**EXERCISE REQUIREMENTS**
From the entries below, pull out each line where "Right" appears.

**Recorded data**
⟨

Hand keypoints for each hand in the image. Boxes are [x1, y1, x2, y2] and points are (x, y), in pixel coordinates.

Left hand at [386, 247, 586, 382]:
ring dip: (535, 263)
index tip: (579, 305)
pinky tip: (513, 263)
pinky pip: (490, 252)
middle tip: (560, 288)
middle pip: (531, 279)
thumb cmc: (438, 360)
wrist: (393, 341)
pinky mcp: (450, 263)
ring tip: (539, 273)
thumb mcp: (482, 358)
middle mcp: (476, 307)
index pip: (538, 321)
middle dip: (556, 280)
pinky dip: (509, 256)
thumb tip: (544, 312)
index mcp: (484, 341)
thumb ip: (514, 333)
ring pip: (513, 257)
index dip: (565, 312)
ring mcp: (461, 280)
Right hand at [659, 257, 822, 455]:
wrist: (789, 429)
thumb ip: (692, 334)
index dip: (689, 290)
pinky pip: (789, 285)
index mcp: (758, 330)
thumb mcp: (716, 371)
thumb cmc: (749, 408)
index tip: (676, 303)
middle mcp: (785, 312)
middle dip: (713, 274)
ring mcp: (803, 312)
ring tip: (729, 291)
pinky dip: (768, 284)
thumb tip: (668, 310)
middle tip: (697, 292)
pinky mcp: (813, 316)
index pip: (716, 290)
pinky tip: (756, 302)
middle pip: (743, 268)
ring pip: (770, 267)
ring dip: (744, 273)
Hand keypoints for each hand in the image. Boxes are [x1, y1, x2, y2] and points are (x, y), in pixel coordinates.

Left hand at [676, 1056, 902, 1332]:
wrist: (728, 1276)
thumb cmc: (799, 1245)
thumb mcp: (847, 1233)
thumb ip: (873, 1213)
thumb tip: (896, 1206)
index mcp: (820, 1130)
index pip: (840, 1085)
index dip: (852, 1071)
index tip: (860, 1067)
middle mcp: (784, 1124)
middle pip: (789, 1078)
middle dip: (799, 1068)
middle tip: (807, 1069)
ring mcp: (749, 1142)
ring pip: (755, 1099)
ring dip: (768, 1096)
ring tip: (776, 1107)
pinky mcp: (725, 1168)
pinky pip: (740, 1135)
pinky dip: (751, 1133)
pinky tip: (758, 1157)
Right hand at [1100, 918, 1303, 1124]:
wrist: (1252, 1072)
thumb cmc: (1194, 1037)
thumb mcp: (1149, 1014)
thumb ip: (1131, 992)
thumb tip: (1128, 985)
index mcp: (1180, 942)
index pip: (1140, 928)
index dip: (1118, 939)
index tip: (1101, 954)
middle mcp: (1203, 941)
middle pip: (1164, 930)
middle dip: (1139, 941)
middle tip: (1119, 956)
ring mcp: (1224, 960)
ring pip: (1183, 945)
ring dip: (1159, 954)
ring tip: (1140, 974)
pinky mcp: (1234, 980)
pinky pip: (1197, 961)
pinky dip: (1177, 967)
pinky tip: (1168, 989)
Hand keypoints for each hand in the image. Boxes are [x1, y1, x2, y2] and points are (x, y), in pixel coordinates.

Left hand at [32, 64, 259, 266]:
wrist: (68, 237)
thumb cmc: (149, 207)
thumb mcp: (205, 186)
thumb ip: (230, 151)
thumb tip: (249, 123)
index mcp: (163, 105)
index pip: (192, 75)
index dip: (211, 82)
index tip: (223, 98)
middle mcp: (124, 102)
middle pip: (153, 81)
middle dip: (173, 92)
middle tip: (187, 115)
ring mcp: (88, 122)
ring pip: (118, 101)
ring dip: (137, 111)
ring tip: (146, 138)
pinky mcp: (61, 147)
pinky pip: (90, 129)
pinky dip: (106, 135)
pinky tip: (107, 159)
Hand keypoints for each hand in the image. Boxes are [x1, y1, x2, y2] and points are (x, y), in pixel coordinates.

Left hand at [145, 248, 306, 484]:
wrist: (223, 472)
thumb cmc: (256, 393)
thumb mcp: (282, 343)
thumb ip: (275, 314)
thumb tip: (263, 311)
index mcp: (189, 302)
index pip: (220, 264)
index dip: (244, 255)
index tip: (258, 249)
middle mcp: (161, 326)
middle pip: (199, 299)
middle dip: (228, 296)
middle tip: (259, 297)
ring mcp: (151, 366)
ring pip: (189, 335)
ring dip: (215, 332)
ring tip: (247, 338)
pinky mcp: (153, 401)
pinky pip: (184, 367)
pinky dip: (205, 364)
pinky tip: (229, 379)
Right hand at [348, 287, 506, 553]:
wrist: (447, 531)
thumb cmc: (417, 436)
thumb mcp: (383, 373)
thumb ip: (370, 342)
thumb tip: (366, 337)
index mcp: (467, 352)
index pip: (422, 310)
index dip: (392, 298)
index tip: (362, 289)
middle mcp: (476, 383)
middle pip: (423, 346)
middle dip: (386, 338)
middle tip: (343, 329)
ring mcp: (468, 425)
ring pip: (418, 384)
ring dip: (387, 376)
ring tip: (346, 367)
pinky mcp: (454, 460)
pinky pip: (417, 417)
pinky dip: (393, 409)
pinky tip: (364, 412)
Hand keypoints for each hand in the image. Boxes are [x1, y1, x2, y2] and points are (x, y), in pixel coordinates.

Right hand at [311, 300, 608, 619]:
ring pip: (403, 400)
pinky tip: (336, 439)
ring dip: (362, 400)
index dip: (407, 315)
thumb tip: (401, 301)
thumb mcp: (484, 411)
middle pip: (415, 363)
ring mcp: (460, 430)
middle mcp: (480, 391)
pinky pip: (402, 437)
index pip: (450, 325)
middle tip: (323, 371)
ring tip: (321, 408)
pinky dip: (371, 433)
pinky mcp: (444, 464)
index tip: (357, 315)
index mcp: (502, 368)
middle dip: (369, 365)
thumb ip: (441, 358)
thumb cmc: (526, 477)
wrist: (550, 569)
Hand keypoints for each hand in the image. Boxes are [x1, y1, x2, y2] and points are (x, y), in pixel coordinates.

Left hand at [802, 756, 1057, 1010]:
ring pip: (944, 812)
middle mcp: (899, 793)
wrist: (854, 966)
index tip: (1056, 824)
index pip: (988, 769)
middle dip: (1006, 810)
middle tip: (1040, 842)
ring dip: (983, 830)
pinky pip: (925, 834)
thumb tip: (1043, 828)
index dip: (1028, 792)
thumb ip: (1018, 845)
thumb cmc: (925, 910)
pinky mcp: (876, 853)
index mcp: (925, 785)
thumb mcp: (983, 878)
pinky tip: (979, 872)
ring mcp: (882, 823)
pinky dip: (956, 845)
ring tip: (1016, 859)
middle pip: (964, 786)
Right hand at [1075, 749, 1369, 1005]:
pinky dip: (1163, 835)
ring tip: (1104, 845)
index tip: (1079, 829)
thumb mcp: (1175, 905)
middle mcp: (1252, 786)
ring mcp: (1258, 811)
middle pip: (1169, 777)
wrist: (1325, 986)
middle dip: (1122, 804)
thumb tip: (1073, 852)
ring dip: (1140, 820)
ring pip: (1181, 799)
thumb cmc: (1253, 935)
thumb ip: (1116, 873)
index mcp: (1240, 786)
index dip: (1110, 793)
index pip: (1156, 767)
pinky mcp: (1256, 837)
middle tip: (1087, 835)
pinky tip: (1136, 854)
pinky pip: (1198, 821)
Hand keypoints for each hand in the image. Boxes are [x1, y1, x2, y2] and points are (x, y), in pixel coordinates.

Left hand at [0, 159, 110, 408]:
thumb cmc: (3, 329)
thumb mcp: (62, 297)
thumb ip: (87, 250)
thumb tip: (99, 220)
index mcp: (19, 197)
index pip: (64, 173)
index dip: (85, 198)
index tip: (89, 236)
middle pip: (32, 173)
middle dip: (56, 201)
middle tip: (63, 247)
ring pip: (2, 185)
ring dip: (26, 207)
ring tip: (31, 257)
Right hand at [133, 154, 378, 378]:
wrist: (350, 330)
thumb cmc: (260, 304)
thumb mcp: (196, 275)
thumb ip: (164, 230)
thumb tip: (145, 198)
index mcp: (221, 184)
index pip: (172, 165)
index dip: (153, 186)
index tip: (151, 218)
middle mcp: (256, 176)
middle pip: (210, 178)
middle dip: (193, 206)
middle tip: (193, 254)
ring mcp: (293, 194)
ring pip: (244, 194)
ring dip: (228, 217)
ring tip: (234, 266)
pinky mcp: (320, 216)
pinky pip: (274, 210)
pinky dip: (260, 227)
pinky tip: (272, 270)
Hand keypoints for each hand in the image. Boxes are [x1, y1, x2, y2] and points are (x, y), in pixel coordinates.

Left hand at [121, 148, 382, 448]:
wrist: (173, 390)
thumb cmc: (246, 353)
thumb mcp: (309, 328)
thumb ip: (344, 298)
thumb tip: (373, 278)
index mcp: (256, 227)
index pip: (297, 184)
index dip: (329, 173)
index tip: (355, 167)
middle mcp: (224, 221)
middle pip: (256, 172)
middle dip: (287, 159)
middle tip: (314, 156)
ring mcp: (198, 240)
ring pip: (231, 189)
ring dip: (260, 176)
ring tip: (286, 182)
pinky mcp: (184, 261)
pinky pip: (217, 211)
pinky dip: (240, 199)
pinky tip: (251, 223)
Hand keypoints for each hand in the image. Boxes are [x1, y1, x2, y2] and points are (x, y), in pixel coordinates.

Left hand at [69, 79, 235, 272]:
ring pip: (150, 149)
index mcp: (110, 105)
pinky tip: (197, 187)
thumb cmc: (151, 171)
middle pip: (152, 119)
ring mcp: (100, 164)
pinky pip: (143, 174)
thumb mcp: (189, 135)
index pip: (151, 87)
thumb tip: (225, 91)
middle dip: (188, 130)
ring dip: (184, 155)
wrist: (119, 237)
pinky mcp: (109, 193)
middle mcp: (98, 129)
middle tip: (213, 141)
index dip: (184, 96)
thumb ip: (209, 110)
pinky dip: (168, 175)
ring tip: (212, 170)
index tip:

⟩

**RESPONSE**
Right hand at [659, 257, 822, 455]:
Right hand at [1100, 918, 1303, 1124]:
Right hand at [348, 287, 506, 553]:
Right hand at [311, 300, 608, 619]:
Right hand at [1075, 749, 1369, 1005]:
Right hand at [133, 154, 378, 378]:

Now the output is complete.